Грегорио обернулся, лицо его осветилось радостью, и старый философ мгновенно превратился в ребенка. Ясные глаза его вспыхнули, и он с ребяческой улыбкой потер руки:

— Понимаешь, Мигелито, Солана, глупышка, просит обезьянку. Вот и хочу купить зверька, но, — тут он снизил голос до шепота, — я выклянчил нынче только пятнадцать реалов, так что приходится торговаться…

Монах весело позвенел монетками и бесхитростно улыбнулся Мигелю.

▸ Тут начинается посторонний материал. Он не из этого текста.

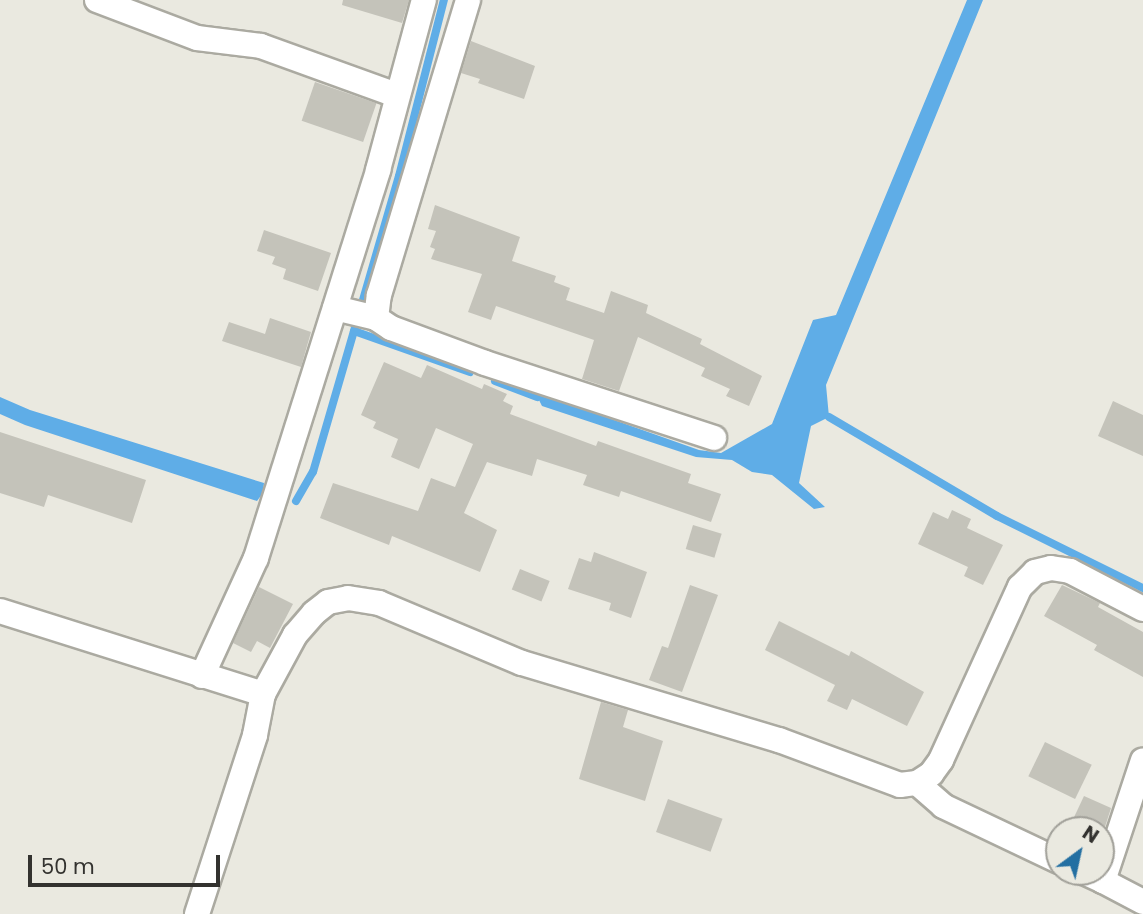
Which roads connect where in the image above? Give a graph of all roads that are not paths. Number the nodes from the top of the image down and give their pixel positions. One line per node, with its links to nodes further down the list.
1 (97, 0): 4 (street)
2 (424, 0): 4 (street)
3 (468, 0): 5 (street)
4 (396, 95): 5 (street)
5 (357, 314): 6 (street); 9 (street)
6 (714, 438)
7 (1143, 609): 12 (street)
8 (0, 611): 9 (street)
9 (202, 676): 10 (street)
10 (263, 694): 12 (street); 17 (street)
11 (1143, 760): 13 (street)
12 (917, 782): 14 (street)
13 (1115, 825)
14 (1045, 853)
15 (1112, 886): 16 (street)
16 (1143, 902)
17 (197, 914)

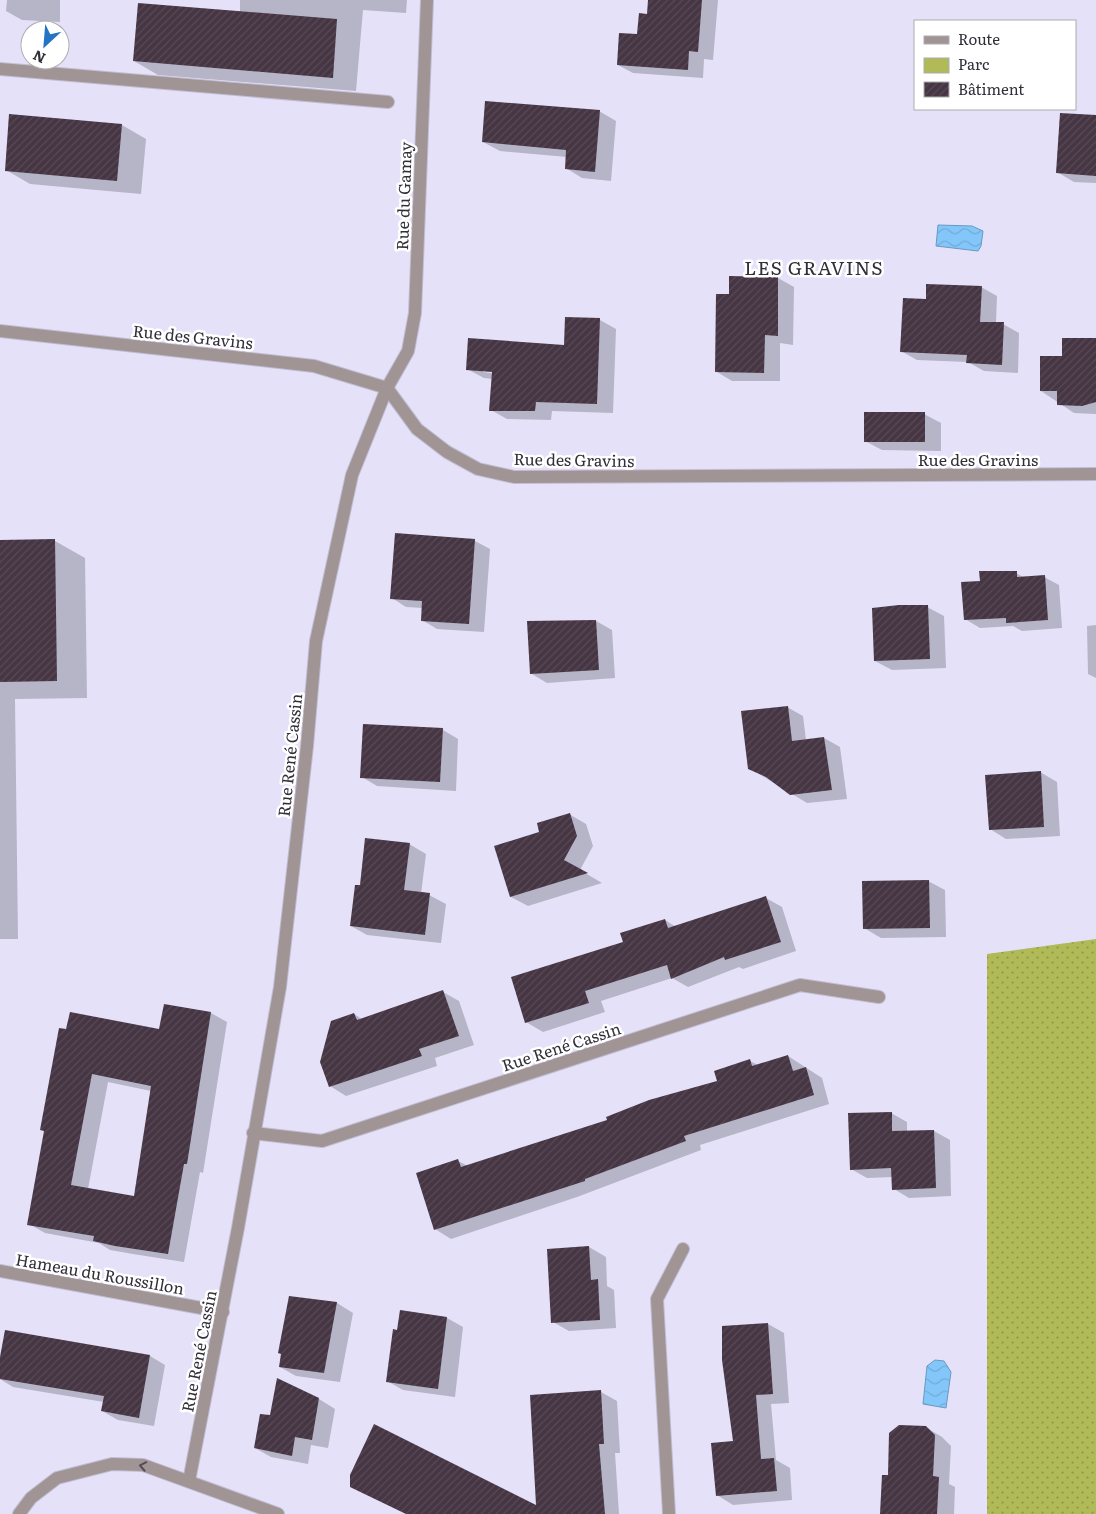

Мигель купил обезьянку, купил браслеты, колечко, игрушки — целую кучу вещей и лакомств, и они вместе отнесли все это в коляску.

— Садись! — повелительно говорит монаху Мигель.

— Что ты, что ты, сынок, — отмахивается старик. — Нельзя мне…

— Скорей, падре!

Монах осторожно опускается на бархатное сиденье, весь сжавшись — ему очень не по себе.

— Что подумают обо мне люди, Мигель?

— А ты говорил — не следует брать в расчет мнение других людей, когда делаешь доброе дело. И потом — кто тебя тут знает?

— Ошибаешься, душа моя. Меня тут знают многие. Я ведь хожу к людям, проповедую.

И в самом деле, множество встречных дружески приветствовали своего проповедника, восседающего в графской коляске, на Мигеля же они бросали неприязненные взгляды.

Какое уважение к нищенствующему капуцину! — с глубоким изумлением отмечал про себя Мигель. Меня вот и десятая часть не приветствует…

Коляска катила к мосту, ведущему в Триану. Недалеко от Торре-дель-Оро их заметили Паскуаль и отец Трифон, успевшие подружиться.

— Вы их видели, сеньор? — шепчет Трифон.

— Видел, падре. Это тот самый бродячий проповедник?

— Да, — со злобой отвечал Трифон. — Человек, который отнимает у нас графа Маньяра.

— У кого отнимает? — не понял Паскуаль.

— У меня, у бога, у святой церкви… Но не за монахом будет последнее слово!

Они сдвинули головы, шепотом делясь вероломным умыслом:

— Одного Грегорио? Но разве Мигель не грешит каждым словом, каждым поступком?..

— Одного Маньяру? Но разве Грегорио не развращает набожный севильский люд?

— Нет, нет. Обоих. Обоих!

А коляска, переехав через мост, достигла Трианы, и уже сбегаются к ней со всего предместья женщины, дети, старики.

Перед обезьянкой, перед кучей подарков, вся замерев, стоит Солана, только слезы счастливого изумления стекают по бледным щечкам.

— Ох, спасибо, сеньор Мигель, — пролепетала она наконец, целуя ему руку.

Грегорио притащил мех с вином, мужчины уселись, пока Солана разглядывала подарки.

Поговорили о делах города; Грегорио с ужасом поведал, что на рождество святая инквизиция сожжет тридцать еретиков. Потом рассказал, о чем он проповедует на улицах.

— Будьте осторожны, падре, — предостерег старика Мигель. — Некоторые ваши воззрения слишком смелы, слишком свободолюбивы, а инквизиции это не по вкусу.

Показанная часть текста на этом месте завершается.